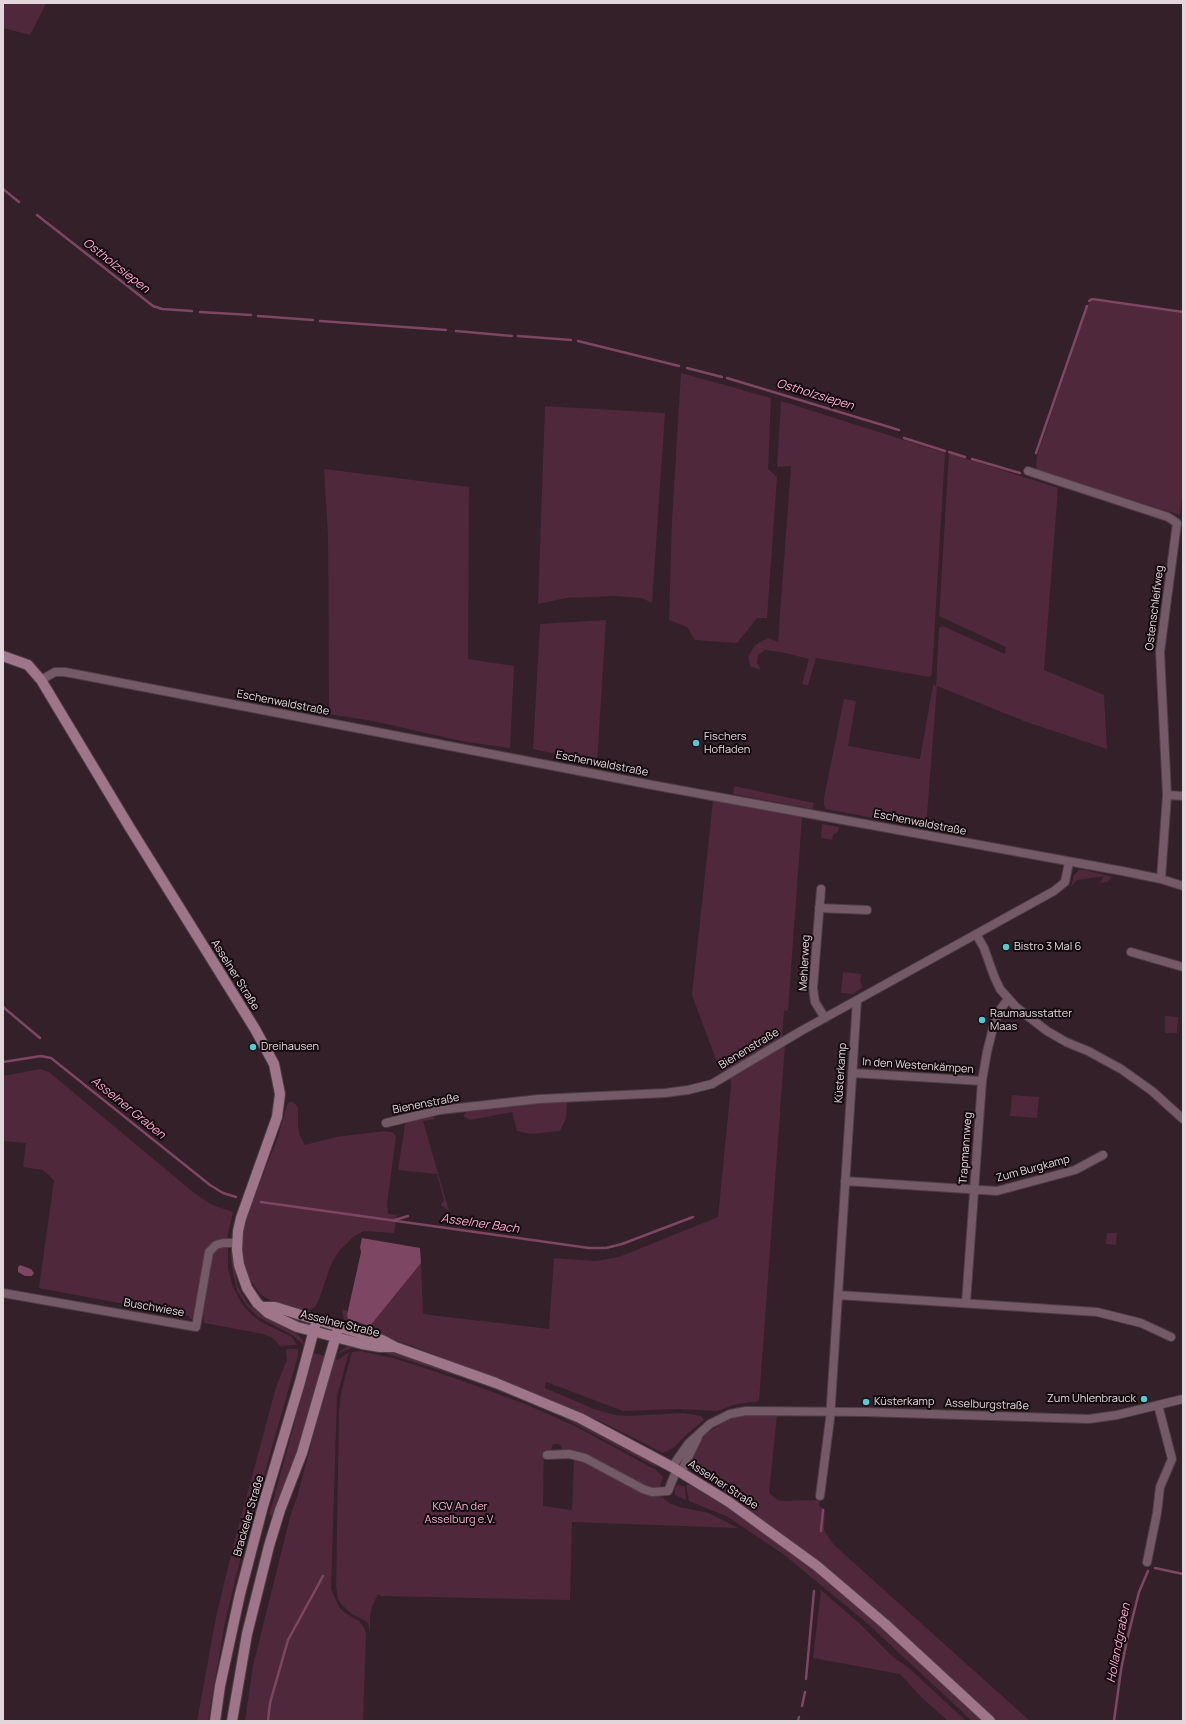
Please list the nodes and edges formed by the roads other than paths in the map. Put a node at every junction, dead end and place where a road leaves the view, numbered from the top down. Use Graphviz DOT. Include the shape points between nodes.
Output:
graph roads {
  1 [pos="1028,471"];
  2 [pos="3,656"];
  3 [pos="41,680"];
  4 [pos="1167,795"];
  5 [pos="1183,796"];
  6 [pos="1069,862"];
  7 [pos="1161,879"];
  8 [pos="1183,886"];
  9 [pos="820,889"];
  10 [pos="819,908"];
  11 [pos="867,910"];
  12 [pos="976,934"];
  13 [pos="1131,952"];
  14 [pos="1183,966"];
  15 [pos="1008,999"];
  16 [pos="857,1000"];
  17 [pos="825,1018"];
  18 [pos="852,1073"];
  19 [pos="982,1081"];
  20 [pos="1183,1119"];
  21 [pos="386,1123"];
  22 [pos="1104,1155"];
  23 [pos="845,1181"];
  24 [pos="974,1189"];
  25 [pos="237,1243"];
  26 [pos="3,1293"];
  27 [pos="838,1295"];
  28 [pos="966,1303"];
  29 [pos="262,1307"];
  30 [pos="317,1320"];
  31 [pos="339,1327"];
  32 [pos="314,1332"];
  33 [pos="1171,1337"];
  34 [pos="335,1338"];
  35 [pos="395,1347"];
  36 [pos="1183,1399"];
  37 [pos="1158,1406"];
  38 [pos="831,1411"];
  39 [pos="547,1455"];
  40 [pos="677,1469"];
  41 [pos="820,1496"];
  42 [pos="1147,1562"];
  43 [pos="215,1721"];
  44 [pos="232,1721"];
  45 [pos="990,1721"];
  1 -- 4 [label="street, Ostenschleifweg" via="1168,517 1178,523 1160,652"];
  2 -- 3 [label="main road, Asselner Straße" via="28,665"];
  3 -- 6 [label="street, Eschenwaldstraße" via="55,672 72,673"];
  3 -- 25 [label="main road, Asselner Straße" via="274,1064 280,1094 278,1117 241,1218"];
  4 -- 5 [label="street"];
  4 -- 7 [label="street, Ostenschleifweg"];
  6 -- 7 [label="street, Eschenwaldstraße"];
  6 -- 12 [label="street, Bienenstraße" via="1065,882 1061,886"];
  7 -- 8 [label="street, Eschenwaldstraße"];
  9 -- 10 [label="street, Mehlerweg"];
  10 -- 11 [label="street"];
  10 -- 17 [label="street, Mehlerweg" via="813,988 815,1002"];
  12 -- 15 [label="street" via="994,976"];
  12 -- 16 [label="street, Bienenstraße"];
  13 -- 14 [label="street"];
  15 -- 19 [label="street, Trapmannweg" via="994,1024"];
  15 -- 20 [label="street" via="1047,1032 1121,1069 1152,1091"];
  16 -- 17 [label="street, Bienenstraße"];
  16 -- 18 [label="street, Küsterkamp"];
  17 -- 21 [label="street, Bienenstraße" via="728,1076 705,1086 665,1093 539,1099 447,1110"];
  18 -- 19 [label="street, In den Westenkämpen"];
  18 -- 23 [label="street, Küsterkamp"];
  19 -- 24 [label="street, Trapmannweg"];
  22 -- 24 [label="street, Zum Burgkamp" via="1075,1170 997,1191"];
  23 -- 24 [label="street, Zum Burgkamp"];
  23 -- 27 [label="street, Küsterkamp"];
  24 -- 28 [label="street, Trapmannweg"];
  25 -- 26 [label="street, Buschwiese" via="216,1245 209,1252 196,1326"];
  25 -- 29 [label="main road, Asselner Straße" via="239,1265 245,1282 253,1298"];
  27 -- 28 [label="street"];
  27 -- 38 [label="street, Küsterkamp"];
  28 -- 33 [label="street" via="1097,1312 1141,1322"];
  29 -- 30 [label="main road, Asselner Straße" via="274,1307"];
  29 -- 32 [label="main road, Asselner Straße" via="268,1314 282,1321"];
  30 -- 31 [label="main road, Asselner Straße"];
  30 -- 32 [label="main road, Brackeler Straße"];
  31 -- 34 [label="main road"];
  31 -- 35 [label="main road, Asselner Straße" via="382,1340"];
  32 -- 34 [label="main road, Asselner Straße"];
  32 -- 43 [label="main road, Brackeler Straße" via="240,1594"];
  34 -- 35 [label="main road, Asselner Straße" via="380,1347"];
  34 -- 44 [label="main road" via="302,1453 269,1546 249,1627"];
  35 -- 40 [label="main road, Asselner Straße" via="551,1405"];
  36 -- 37 [label="street, Asselburgstraße"];
  37 -- 38 [label="street, Asselburgstraße" via="1117,1416 1089,1419"];
  37 -- 42 [label="street" via="1172,1459 1160,1486"];
  38 -- 40 [label="street, Asselburgstraße" via="746,1411 730,1414 716,1420 699,1434"];
  38 -- 41 [label="street, Küsterkamp"];
  39 -- 40 [label="street, Asselburgstraße" via="569,1454 585,1458 652,1492 668,1491"];
  40 -- 45 [label="main road, Asselner Straße" via="748,1515 817,1566 885,1624"];
}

• • •

**Exercise description:** The data shown above must be printed again exactly, with no images included.

**Solution below:**
Please list the nodes and edges formed by the roads other than paths in the map. Put a node at every junction, dead end and place where a road leaves the view, numbered from the top down. Use Graphviz DOT. Include the shape points between nodes.
Output:
graph roads {
  1 [pos="1028,471"];
  2 [pos="3,656"];
  3 [pos="41,680"];
  4 [pos="1167,795"];
  5 [pos="1183,796"];
  6 [pos="1069,862"];
  7 [pos="1161,879"];
  8 [pos="1183,886"];
  9 [pos="820,889"];
  10 [pos="819,908"];
  11 [pos="867,910"];
  12 [pos="976,934"];
  13 [pos="1131,952"];
  14 [pos="1183,966"];
  15 [pos="1008,999"];
  16 [pos="857,1000"];
  17 [pos="825,1018"];
  18 [pos="852,1073"];
  19 [pos="982,1081"];
  20 [pos="1183,1119"];
  21 [pos="386,1123"];
  22 [pos="1104,1155"];
  23 [pos="845,1181"];
  24 [pos="974,1189"];
  25 [pos="237,1243"];
  26 [pos="3,1293"];
  27 [pos="838,1295"];
  28 [pos="966,1303"];
  29 [pos="262,1307"];
  30 [pos="317,1320"];
  31 [pos="339,1327"];
  32 [pos="314,1332"];
  33 [pos="1171,1337"];
  34 [pos="335,1338"];
  35 [pos="395,1347"];
  36 [pos="1183,1399"];
  37 [pos="1158,1406"];
  38 [pos="831,1411"];
  39 [pos="547,1455"];
  40 [pos="677,1469"];
  41 [pos="820,1496"];
  42 [pos="1147,1562"];
  43 [pos="215,1721"];
  44 [pos="232,1721"];
  45 [pos="990,1721"];
  1 -- 4 [label="street, Ostenschleifweg" via="1168,517 1178,523 1160,652"];
  2 -- 3 [label="main road, Asselner Straße" via="28,665"];
  3 -- 6 [label="street, Eschenwaldstraße" via="55,672 72,673"];
  3 -- 25 [label="main road, Asselner Straße" via="274,1064 280,1094 278,1117 241,1218"];
  4 -- 5 [label="street"];
  4 -- 7 [label="street, Ostenschleifweg"];
  6 -- 7 [label="street, Eschenwaldstraße"];
  6 -- 12 [label="street, Bienenstraße" via="1065,882 1061,886"];
  7 -- 8 [label="street, Eschenwaldstraße"];
  9 -- 10 [label="street, Mehlerweg"];
  10 -- 11 [label="street"];
  10 -- 17 [label="street, Mehlerweg" via="813,988 815,1002"];
  12 -- 15 [label="street" via="994,976"];
  12 -- 16 [label="street, Bienenstraße"];
  13 -- 14 [label="street"];
  15 -- 19 [label="street, Trapmannweg" via="994,1024"];
  15 -- 20 [label="street" via="1047,1032 1121,1069 1152,1091"];
  16 -- 17 [label="street, Bienenstraße"];
  16 -- 18 [label="street, Küsterkamp"];
  17 -- 21 [label="street, Bienenstraße" via="728,1076 705,1086 665,1093 539,1099 447,1110"];
  18 -- 19 [label="street, In den Westenkämpen"];
  18 -- 23 [label="street, Küsterkamp"];
  19 -- 24 [label="street, Trapmannweg"];
  22 -- 24 [label="street, Zum Burgkamp" via="1075,1170 997,1191"];
  23 -- 24 [label="street, Zum Burgkamp"];
  23 -- 27 [label="street, Küsterkamp"];
  24 -- 28 [label="street, Trapmannweg"];
  25 -- 26 [label="street, Buschwiese" via="216,1245 209,1252 196,1326"];
  25 -- 29 [label="main road, Asselner Straße" via="239,1265 245,1282 253,1298"];
  27 -- 28 [label="street"];
  27 -- 38 [label="street, Küsterkamp"];
  28 -- 33 [label="street" via="1097,1312 1141,1322"];
  29 -- 30 [label="main road, Asselner Straße" via="274,1307"];
  29 -- 32 [label="main road, Asselner Straße" via="268,1314 282,1321"];
  30 -- 31 [label="main road, Asselner Straße"];
  30 -- 32 [label="main road, Brackeler Straße"];
  31 -- 34 [label="main road"];
  31 -- 35 [label="main road, Asselner Straße" via="382,1340"];
  32 -- 34 [label="main road, Asselner Straße"];
  32 -- 43 [label="main road, Brackeler Straße" via="240,1594"];
  34 -- 35 [label="main road, Asselner Straße" via="380,1347"];
  34 -- 44 [label="main road" via="302,1453 269,1546 249,1627"];
  35 -- 40 [label="main road, Asselner Straße" via="551,1405"];
  36 -- 37 [label="street, Asselburgstraße"];
  37 -- 38 [label="street, Asselburgstraße" via="1117,1416 1089,1419"];
  37 -- 42 [label="street" via="1172,1459 1160,1486"];
  38 -- 40 [label="street, Asselburgstraße" via="746,1411 730,1414 716,1420 699,1434"];
  38 -- 41 [label="street, Küsterkamp"];
  39 -- 40 [label="street, Asselburgstraße" via="569,1454 585,1458 652,1492 668,1491"];
  40 -- 45 [label="main road, Asselner Straße" via="748,1515 817,1566 885,1624"];
}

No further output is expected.